If you want to know where the future goes to be seen, look here.
― Charles Pappas
Charles Pappas, reporter for Exhibitor, has compiled a lighthearted treasury of trade show tales titled Flying Cars, Zombie Dogs, and Robot Overlords: How World's Fairs and Trade Expos Changed the World.
It's a whimsical wayback machine that whirls you through a century and a half of gadgets and the shows that made them famous.
Although worth about $100 billion today, trade shows are a forgotten industry, he says, "as invisible as the oxygen in the air around us."
And that's ironic because shows are much more than "product platforms," Pappas says: they help launch social movements.

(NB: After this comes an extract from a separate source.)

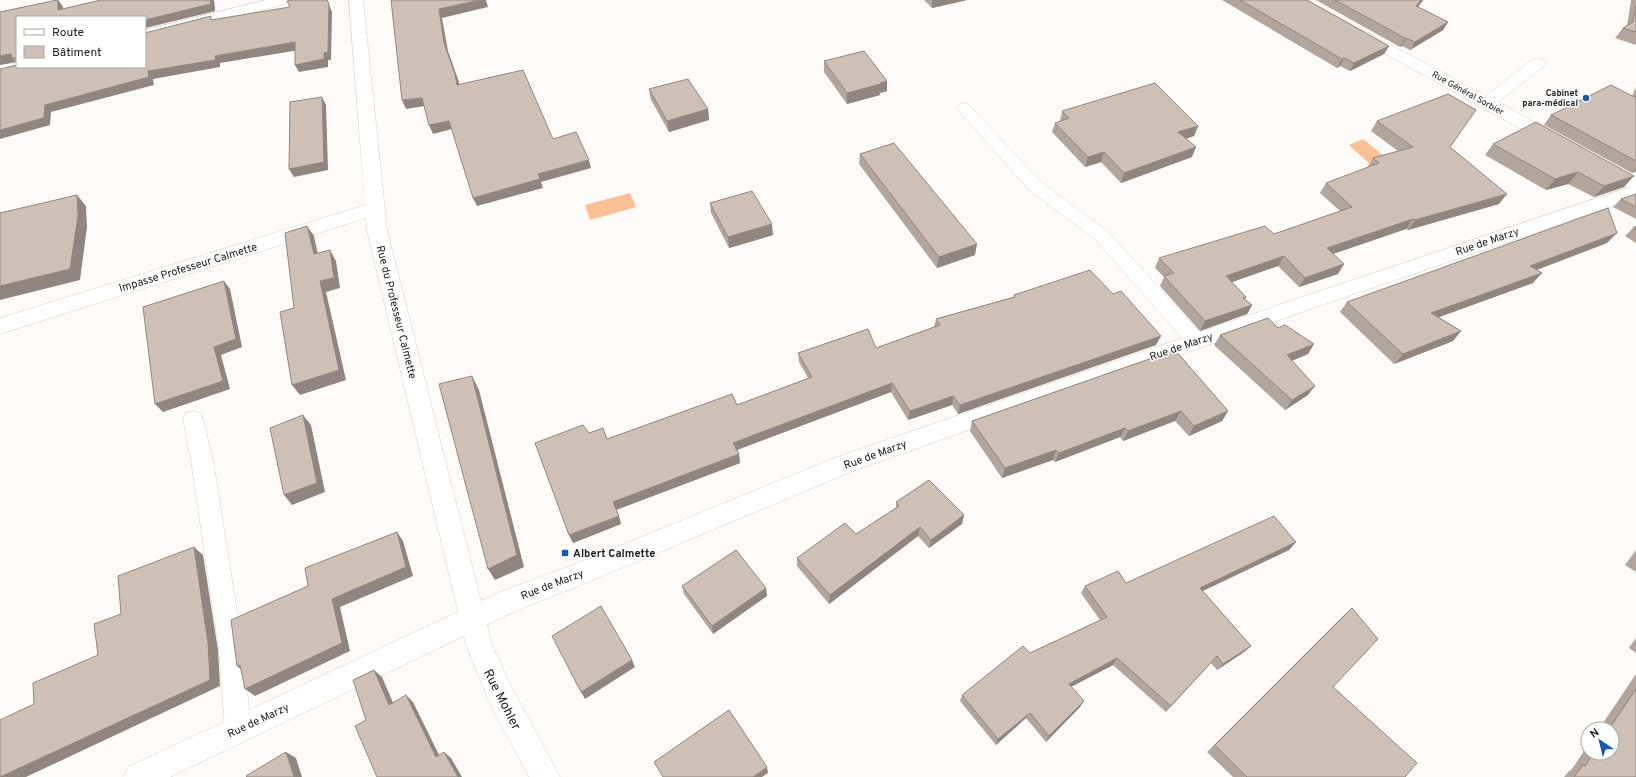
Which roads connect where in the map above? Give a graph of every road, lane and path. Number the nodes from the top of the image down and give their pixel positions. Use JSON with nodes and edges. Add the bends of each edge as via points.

You'll find tons of delightful trivia inside his 250 pages.
Among my favorite:
- We owe our obsession with dinosaurs to an 1851 London show
- We eat bananas because an 1876 Philadelphia show popularized them
- The seed money for the Statue of Liberty came from shows in Paris and Philadelphia
- Aunt Jemima owes her fame to an 1893 Chicago show
- The electric vibrator premiered at a 1900 Paris show (where else?)
- The Patriotic Food Show promoted eating roadkill to help ration food in 1918
- Space travel launched at a 1927 show in Moscow (30 years before Sputnik)
- Picasso's "Guernica" began life as a trade show mural
- The run on Nylon stockings began at the 1939 New York show
- The term "Con" (as in Comic-Con) was coined by the same promoter who coined "Sci-Fi"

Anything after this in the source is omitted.